Mouthwatering mangonada recipe you can make at home! This Mexican mango slushie with chamoy and chile is sweet, sour, salty and spicy all at the same time!
There are few things more refreshing than an icy mangonada on a hot day! And on a cold dreary day this sweet smoothie will perk you right up.
Flavored with chamoy for tang and tajin for some spice, this mangonada recipe is a burst of flavors with just a few ingredients.
In the recipe below I have substitutions listed in case you don’t have some of the ingredients on hand.
I also have instructions for how to make mangonadas with frozen or fresh mango.
If you’ve ever had a mangonada from a street vendor then you’ll know there are various ways to make mangonadas besides the way listed here.
You may also know this by a different name such as chamoyada or chamango.
If you have a favorite version, please leave it in the comments below!
This is my favorite way to make them and I also find it to be the quickest and easiest way to make them at home.
- Mango – you can use fresh or frozen
- Mango nectar – I like to use mango juice because it really amps up the mango flavor.
If you don’t have mango nectar you can also use water or another type of juice.
Substituting a different juice will change the flavor, but can be really delicious. I recommend pineapple, orange or apple juice.

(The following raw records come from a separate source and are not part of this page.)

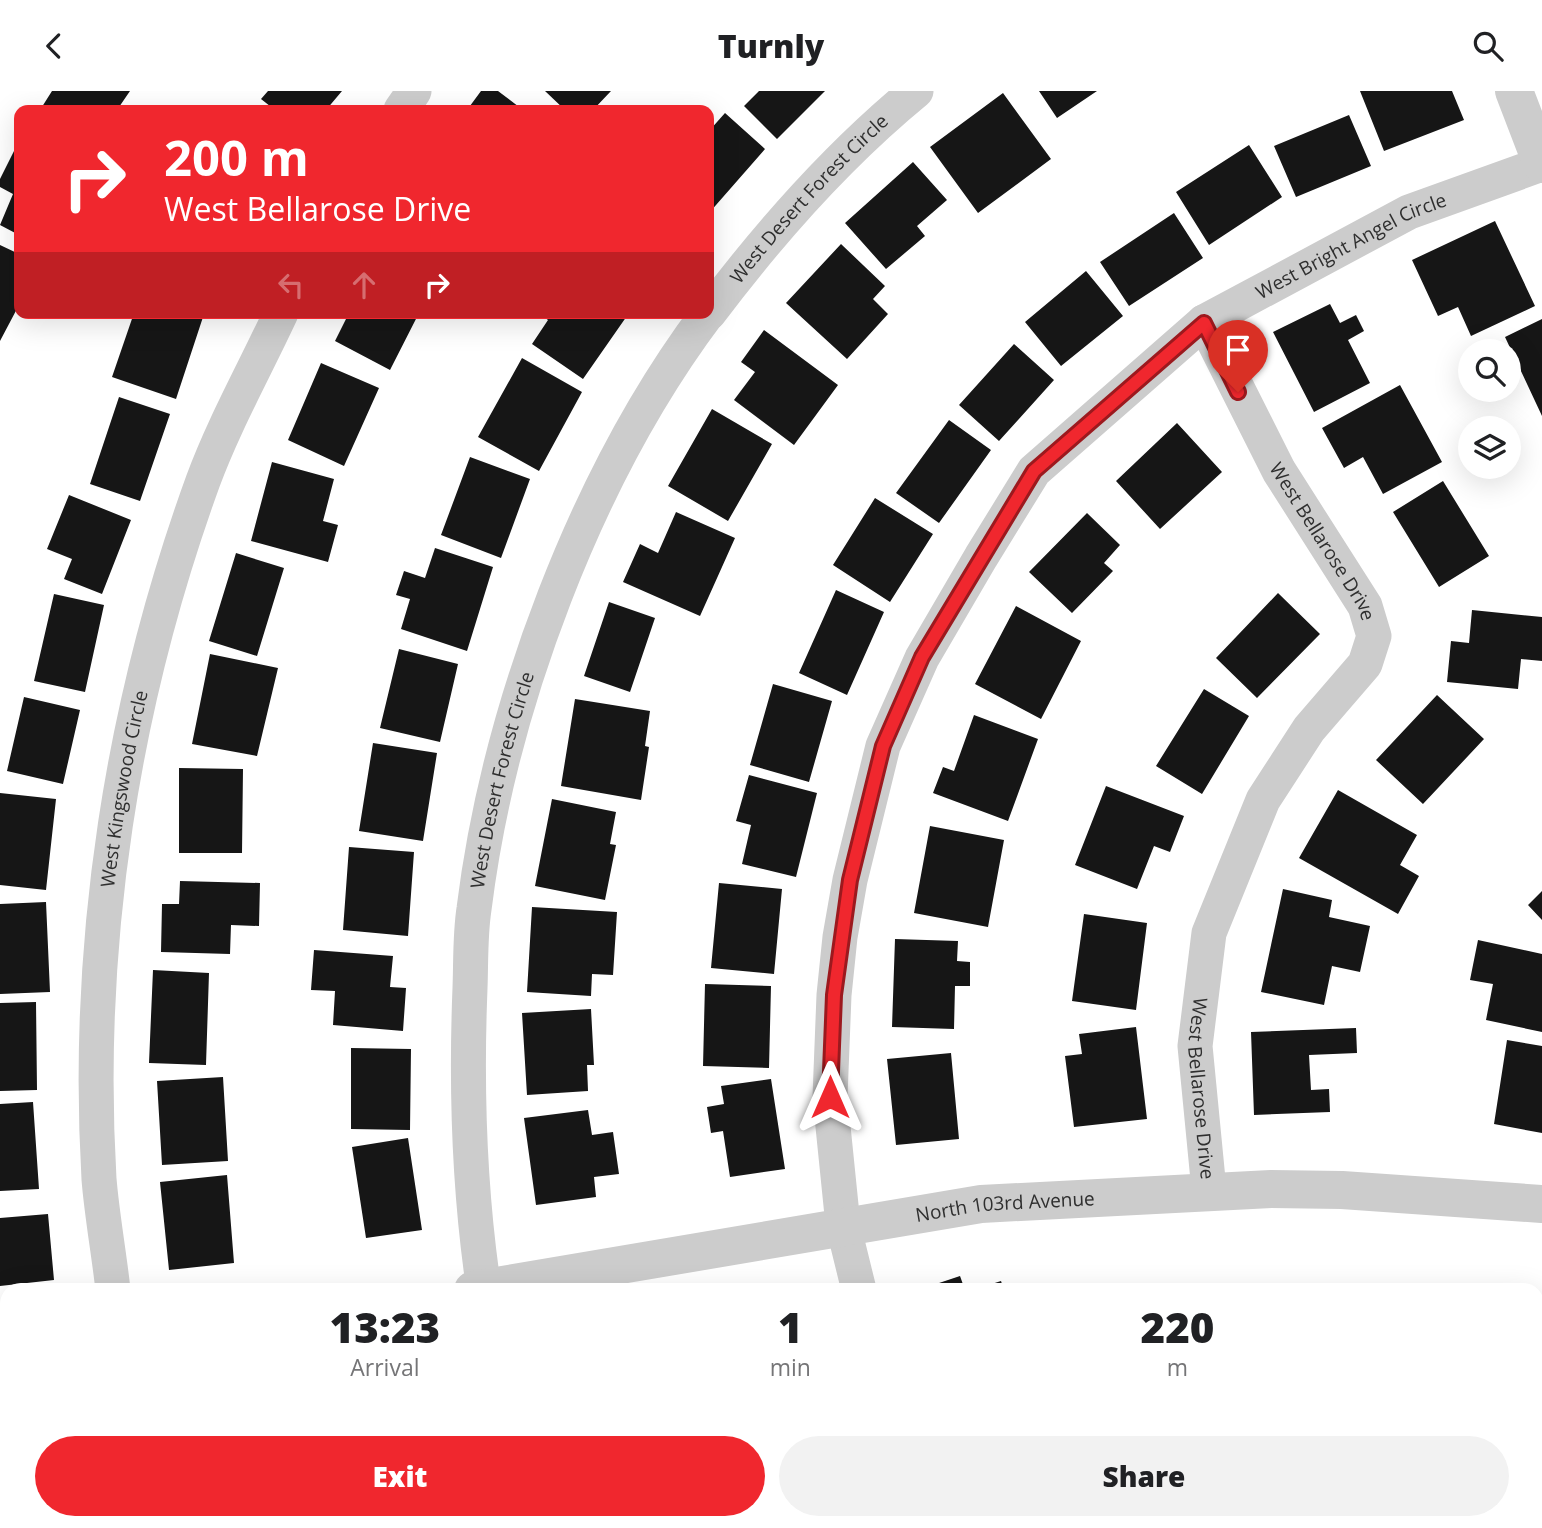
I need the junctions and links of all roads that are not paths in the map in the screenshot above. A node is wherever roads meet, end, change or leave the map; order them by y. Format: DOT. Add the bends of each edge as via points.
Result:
graph roads {
  1 [pos="916,91"];
  2 [pos="1514,91"];
  3 [pos="1542,164"];
  4 [pos="714,306"];
  5 [pos="278,319"];
  6 [pos="705,319"];
  7 [pos="1204,323"];
  8 [pos="1209,1190"];
  9 [pos="1542,1204"];
  10 [pos="843,1225"];
  11 [pos="112,1283"];
  12 [pos="480,1283"];
  13 [pos="514,1283"];
  14 [pos="857,1283"];
  1 -- 4 [label="street, West Desert Forest Circle" via="875,125 757,248"];
  2 -- 3 [label="street"];
  3 -- 7 [label="street, West Bright Angel Circle" via="1409,212"];
  5 -- 11 [label="street, West Kingswood Circle" via="203,479 148,653 113,828 97,996 99,1180"];
  6 -- 12 [label="street, West Desert Forest Circle" via="627,441 573,551 534,653 499,779 474,910 467,1056"];
  7 -- 8 [label="street, West Bellarose Drive" via="1279,471 1365,606 1374,636 1366,664 1309,729 1263,800 1209,933 1195,1047"];
  7 -- 10 [label="street, West Bright Angel Circle" via="1034,471 922,657 883,746 850,880 834,995 830,1097"];
  8 -- 9 [label="street, North 103rd Avenue" via="1342,1190"];
  8 -- 10 [label="street, North 103rd Avenue" via="981,1204"];
  10 -- 13 [label="street, North 103rd Avenue"];
  10 -- 14 [label="street, West Bright Angel Circle"];
}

- Sugar – this is based on your taste, the sweetness of the mangos and whether you are using juice versus water to blend.
- Lime – if you don’t have any on hand that’s fine, but the acidity of the lime will really brighten the other flavors. I also use lime to get the tajin to stick to the rim of the cup.

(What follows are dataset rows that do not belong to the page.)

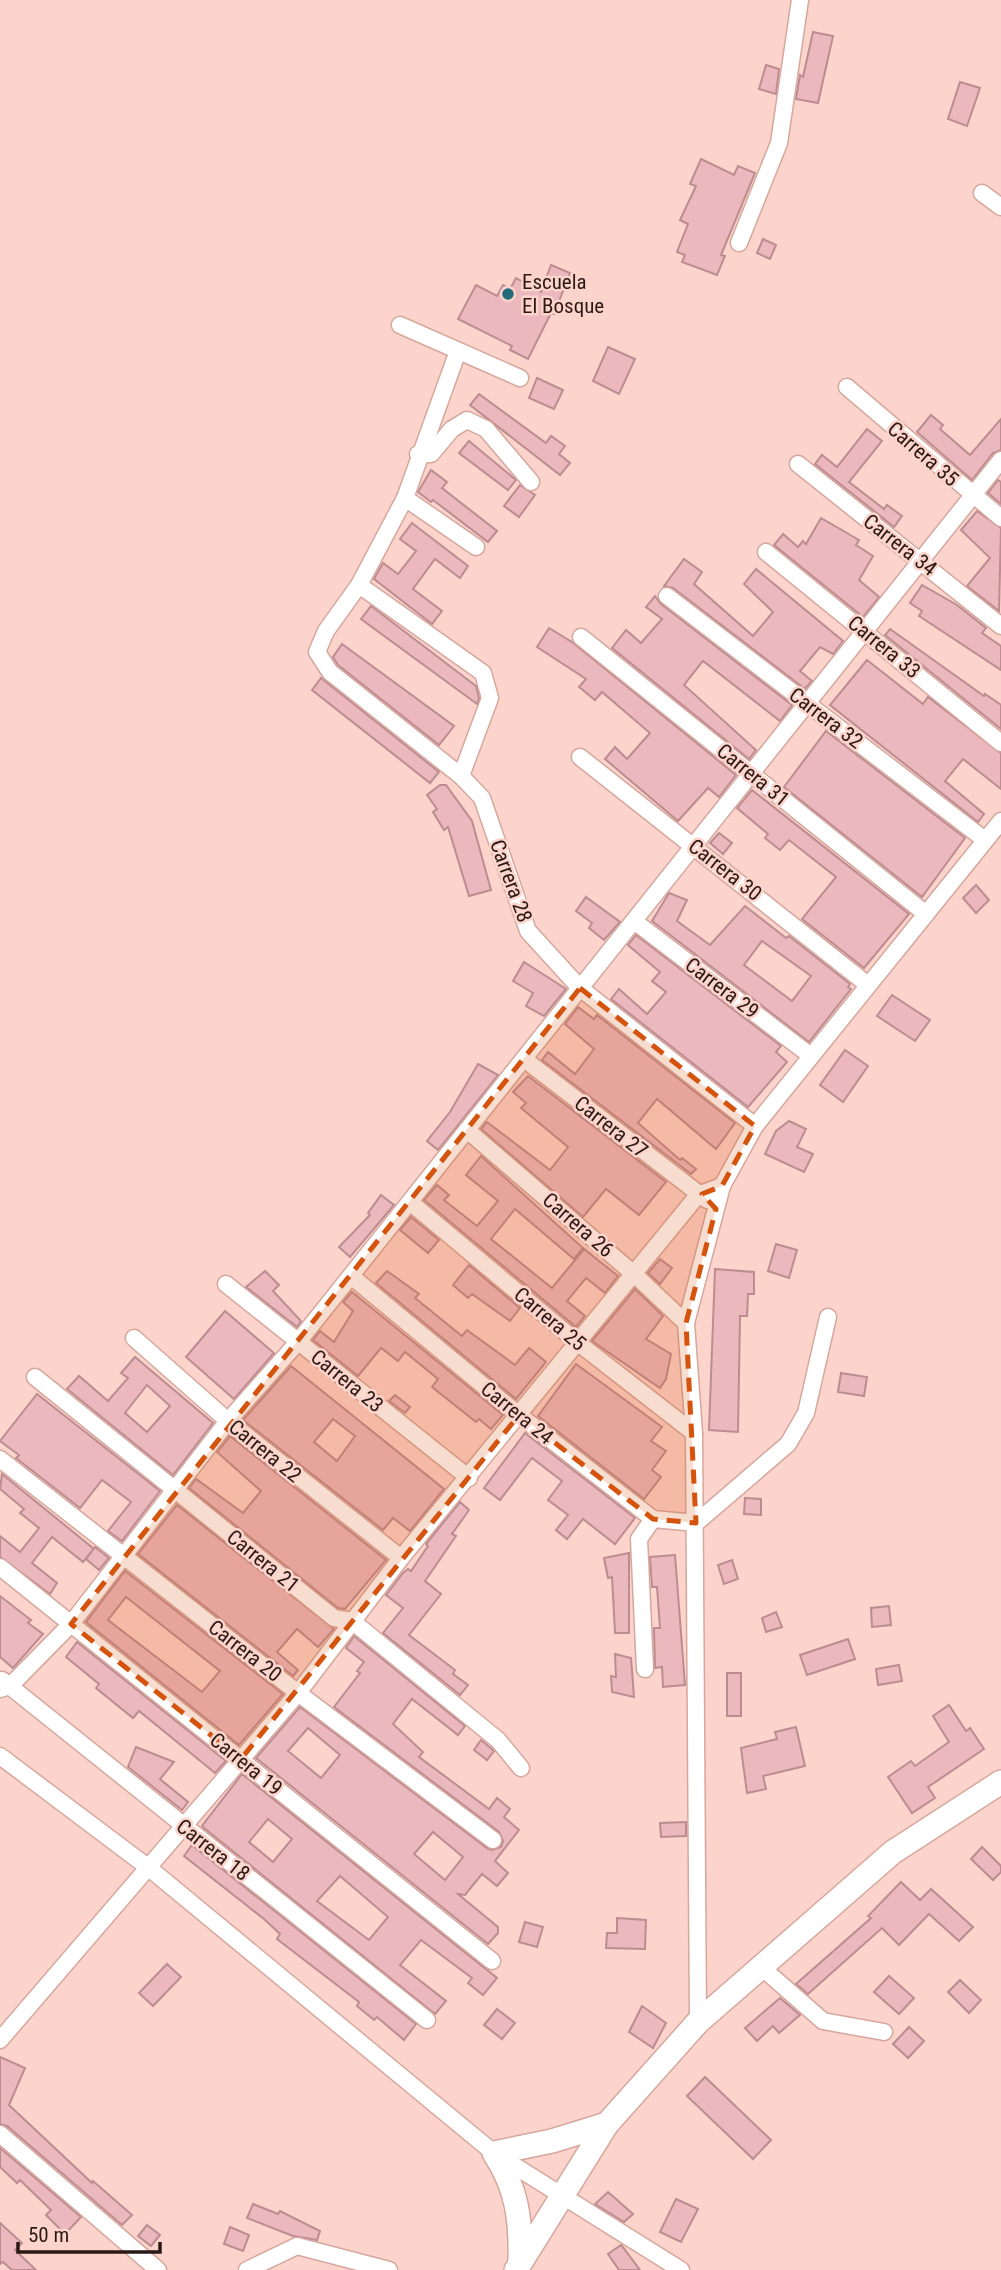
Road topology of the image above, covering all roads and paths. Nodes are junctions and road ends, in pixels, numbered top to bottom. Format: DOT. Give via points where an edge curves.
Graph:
graph roads {
  1 [pos="800,0"];
  2 [pos="982,193"];
  3 [pos="1001,207"];
  4 [pos="739,243"];
  5 [pos="400,325"];
  6 [pos="458,351"];
  7 [pos="520,378"];
  8 [pos="848,387"];
  9 [pos="418,454"];
  10 [pos="1001,460"];
  11 [pos="798,464"];
  12 [pos="531,482"];
  13 [pos="972,496"];
  14 [pos="405,498"];
  15 [pos="1001,518"];
  16 [pos="476,547"];
  17 [pos="766,552"];
  18 [pos="921,561"];
  19 [pos="359,585"];
  20 [pos="667,596"];
  21 [pos="1001,626"];
  22 [pos="865,632"];
  23 [pos="581,637"];
  24 [pos="807,703"];
  25 [pos="1001,743"];
  26 [pos="580,757"];
  27 [pos="751,774"];
  28 [pos="460,776"];
  29 [pos="1001,821"];
  30 [pos="985,840"];
  31 [pos="694,846"];
  32 [pos="926,914"];
  33 [pos="634,921"];
  34 [pos="868,985"];
  35 [pos="580,988"];
  36 [pos="811,1056"];
  37 [pos="524,1059"];
  38 [pos="755,1126"];
  39 [pos="467,1130"];
  40 [pos="722,1186"];
  41 [pos="698,1195"];
  42 [pos="410,1202"];
  43 [pos="716,1209"];
  44 [pos="635,1275"];
  45 [pos="351,1276"];
  46 [pos="226,1284"];
  47 [pos="828,1317"];
  48 [pos="686,1323"];
  49 [pos="134,1338"];
  50 [pos="298,1342"];
  51 [pos="577,1342"];
  52 [pos="35,1377"];
  53 [pos="519,1415"];
  54 [pos="228,1421"];
  55 [pos="694,1433"];
  56 [pos="0,1459"];
  57 [pos="469,1478"];
  58 [pos="177,1491"];
  59 [pos="653,1519"];
  60 [pos="696,1523"];
  61 [pos="124,1558"];
  62 [pos="401,1559"];
  63 [pos="0,1567"];
  64 [pos="352,1621"];
  65 [pos="71,1624"];
  66 [pos="645,1669"];
  67 [pos="3,1685"];
  68 [pos="298,1693"];
  69 [pos="0,1756"];
  70 [pos="241,1759"];
  71 [pos="521,1768"];
  72 [pos="1001,1782"];
  73 [pos="185,1828"];
  74 [pos="493,1840"];
  75 [pos="149,1868"];
  76 [pos="492,1961"];
  77 [pos="760,1966"];
  78 [pos="427,2020"];
  79 [pos="698,2022"];
  80 [pos="884,2032"];
  81 [pos="0,2040"];
  82 [pos="607,2124"];
  83 [pos="0,2134"];
  84 [pos="494,2153"];
  85 [pos="559,2197"];
  86 [pos="363,2266"];
  87 [pos="518,2266"];
  88 [pos="149,2267"];
  89 [pos="247,2270"];
  90 [pos="389,2270"];
  91 [pos="681,2270"];
  1 -- 4 [label="street" via="779,143"];
  2 -- 3 [label="street"];
  5 -- 6 [label="street"];
  6 -- 7 [label="street"];
  6 -- 9 [label="street"];
  8 -- 13 [label="street, Carrera 35"];
  9 -- 12 [label="street" via="431,454 452,429 467,421 486,429"];
  9 -- 14 [label="street"];
  10 -- 13 [label="street"];
  11 -- 18 [label="street, Carrera 34"];
  13 -- 15 [label="street, Carrera 35"];
  13 -- 18 [label="street"];
  14 -- 16 [label="street"];
  14 -- 19 [label="street"];
  17 -- 22 [label="street, Carrera 33"];
  18 -- 21 [label="street, Carrera 34"];
  18 -- 22 [label="street"];
  19 -- 28 [label="street" via="483,673 490,698"];
  19 -- 28 [label="street, Carrera 28" via="317,652 330,672"];
  20 -- 24 [label="street, Carrera 32"];
  22 -- 24 [label="street"];
  22 -- 25 [label="street, Carrera 33"];
  23 -- 27 [label="street, Carrera 31"];
  24 -- 27 [label="street"];
  24 -- 30 [label="street, Carrera 32"];
  26 -- 31 [label="street, Carrera 30"];
  27 -- 31 [label="street"];
  27 -- 32 [label="street, Carrera 31"];
  28 -- 35 [label="street, Carrera 28" via="482,798 528,930"];
  29 -- 30 [label="street"];
  30 -- 32 [label="street"];
  31 -- 33 [label="street"];
  31 -- 34 [label="street, Carrera 30"];
  32 -- 34 [label="street"];
  33 -- 35 [label="street"];
  33 -- 36 [label="street, Carrera 29"];
  34 -- 36 [label="street"];
  35 -- 37 [label="street"];
  35 -- 38 [label="street, Carrera 28"];
  36 -- 38 [label="street"];
  37 -- 39 [label="street"];
  37 -- 41 [label="street, Carrera 27"];
  38 -- 40 [label="street"];
  39 -- 42 [label="street"];
  39 -- 44 [label="street, Carrera 26"];
  40 -- 41 [label="street"];
  40 -- 43 [label="street"];
  41 -- 43 [label="street, Carrera 27"];
  41 -- 44 [label="street"];
  42 -- 45 [label="street"];
  42 -- 51 [label="street, Carrera 25"];
  43 -- 48 [label="street"];
  44 -- 48 [label="street, Carrera 26"];
  44 -- 51 [label="street"];
  45 -- 50 [label="street"];
  45 -- 53 [label="street, Carrera 24"];
  46 -- 50 [label="street, Carrera 23"];
  47 -- 60 [label="street" via="806,1413 788,1444"];
  48 -- 55 [label="street"];
  49 -- 54 [label="street, Carrera 22"];
  50 -- 54 [label="street"];
  50 -- 57 [label="street, Carrera 23"];
  51 -- 53 [label="street"];
  51 -- 55 [label="street, Carrera 25"];
  52 -- 58 [label="street, Carrera 21"];
  53 -- 57 [label="street"];
  53 -- 59 [label="street, Carrera 24"];
  54 -- 58 [label="street"];
  54 -- 62 [label="street, Carrera 22"];
  55 -- 60 [label="street"];
  56 -- 61 [label="street, Carrera 20"];
  57 -- 62 [label="street"];
  58 -- 61 [label="street"];
  58 -- 64 [label="street, Carrera 21" via="334,1618"];
  59 -- 60 [label="street"];
  59 -- 66 [label="street" via="639,1539"];
  60 -- 79 [label="street"];
  61 -- 65 [label="street"];
  61 -- 68 [label="street, Carrera 20"];
  62 -- 64 [label="street"];
  63 -- 65 [label="street, Carrera 19"];
  64 -- 68 [label="street"];
  64 -- 71 [label="street, Carrera 21" via="495,1737"];
  65 -- 67 [label="street"];
  65 -- 70 [label="street, Carrera 19"];
  67 -- 73 [label="street, Carrera 18"];
  68 -- 70 [label="street"];
  68 -- 74 [label="street, Carrera 20"];
  69 -- 75 [label="street"];
  70 -- 73 [label="street"];
  70 -- 76 [label="street, Carrera 19"];
  72 -- 77 [label="main road" via="893,1852"];
  73 -- 75 [label="street"];
  73 -- 78 [label="street, Carrera 18"];
  75 -- 81 [label="street"];
  75 -- 84 [label="street"];
  77 -- 79 [label="main road"];
  77 -- 80 [label="street" via="823,2021"];
  79 -- 82 [label="main road"];
  82 -- 84 [label="main road"];
  82 -- 85 [label="main road"];
  83 -- 88 [label="street"];
  84 -- 85 [label="street"];
  84 -- 87 [label="main road" via="509,2176 518,2203"];
  85 -- 87 [label="main road"];
  85 -- 91 [label="street"];
  86 -- 89 [label="street" via="297,2246"];
  86 -- 90 [label="street"];
}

- Chamoy – this is a Mexican sauce made with fruit and chile. It’s a little bit sweet, sour, salty, tangy, spicy…you have to try it!
- Tajin – this a blend of chiles, salt and lime. It’s not really spicy, but it gives fruit a kick. Everything is about FLAVOR!

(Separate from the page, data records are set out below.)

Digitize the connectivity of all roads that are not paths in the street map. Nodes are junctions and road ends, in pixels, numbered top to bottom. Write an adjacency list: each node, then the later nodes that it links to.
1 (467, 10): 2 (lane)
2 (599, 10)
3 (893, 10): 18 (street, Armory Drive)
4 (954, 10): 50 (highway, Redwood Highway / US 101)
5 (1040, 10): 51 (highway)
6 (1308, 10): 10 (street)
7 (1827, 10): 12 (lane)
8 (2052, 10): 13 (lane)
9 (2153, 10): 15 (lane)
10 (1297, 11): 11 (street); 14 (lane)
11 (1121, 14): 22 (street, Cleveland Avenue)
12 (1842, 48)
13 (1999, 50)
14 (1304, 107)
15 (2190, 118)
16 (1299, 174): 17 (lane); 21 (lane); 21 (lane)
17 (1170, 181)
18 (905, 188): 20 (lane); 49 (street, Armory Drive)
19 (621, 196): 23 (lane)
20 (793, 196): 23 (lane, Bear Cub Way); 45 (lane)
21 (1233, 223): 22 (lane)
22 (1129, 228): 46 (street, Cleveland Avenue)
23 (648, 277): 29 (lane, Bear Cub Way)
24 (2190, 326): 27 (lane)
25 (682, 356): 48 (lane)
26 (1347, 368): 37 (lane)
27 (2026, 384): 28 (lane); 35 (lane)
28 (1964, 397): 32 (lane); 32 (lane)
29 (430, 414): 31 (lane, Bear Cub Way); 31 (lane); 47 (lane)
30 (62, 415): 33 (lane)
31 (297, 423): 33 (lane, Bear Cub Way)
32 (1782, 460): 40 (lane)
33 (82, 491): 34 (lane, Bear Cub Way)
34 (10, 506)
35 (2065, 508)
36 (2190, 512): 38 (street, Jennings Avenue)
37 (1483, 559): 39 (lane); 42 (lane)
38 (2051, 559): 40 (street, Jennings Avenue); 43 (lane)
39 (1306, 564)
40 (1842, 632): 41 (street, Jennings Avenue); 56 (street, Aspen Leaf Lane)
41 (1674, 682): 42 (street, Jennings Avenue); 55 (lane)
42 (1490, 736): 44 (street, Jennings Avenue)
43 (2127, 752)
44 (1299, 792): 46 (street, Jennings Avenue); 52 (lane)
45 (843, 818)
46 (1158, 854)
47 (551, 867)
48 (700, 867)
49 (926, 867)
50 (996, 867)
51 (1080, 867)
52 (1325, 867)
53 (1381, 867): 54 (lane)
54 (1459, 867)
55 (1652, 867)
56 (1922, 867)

If you don’t have tajin, you can substitute another chile powder you like such as ancho, chile de arbol, or chile California.
- Tamarind candy stick – these sweet, sour, spicy straws are always served with mangonadas. You can find them at a Mexican grocery store or Amazon. They come in various fruit flavors.
Mangonada recipe notes:
Try to use the least amount of liquid possible. This will keep the mangonada nice and thick.
If using fresh mango instead of frozen, you will use ice to thicken the mangonada.
The amount of chamoy and Tajin are up to you!
These can also be frozen as popsicles! Pour into freezer safe cups, stick in the straw and freeze until solid.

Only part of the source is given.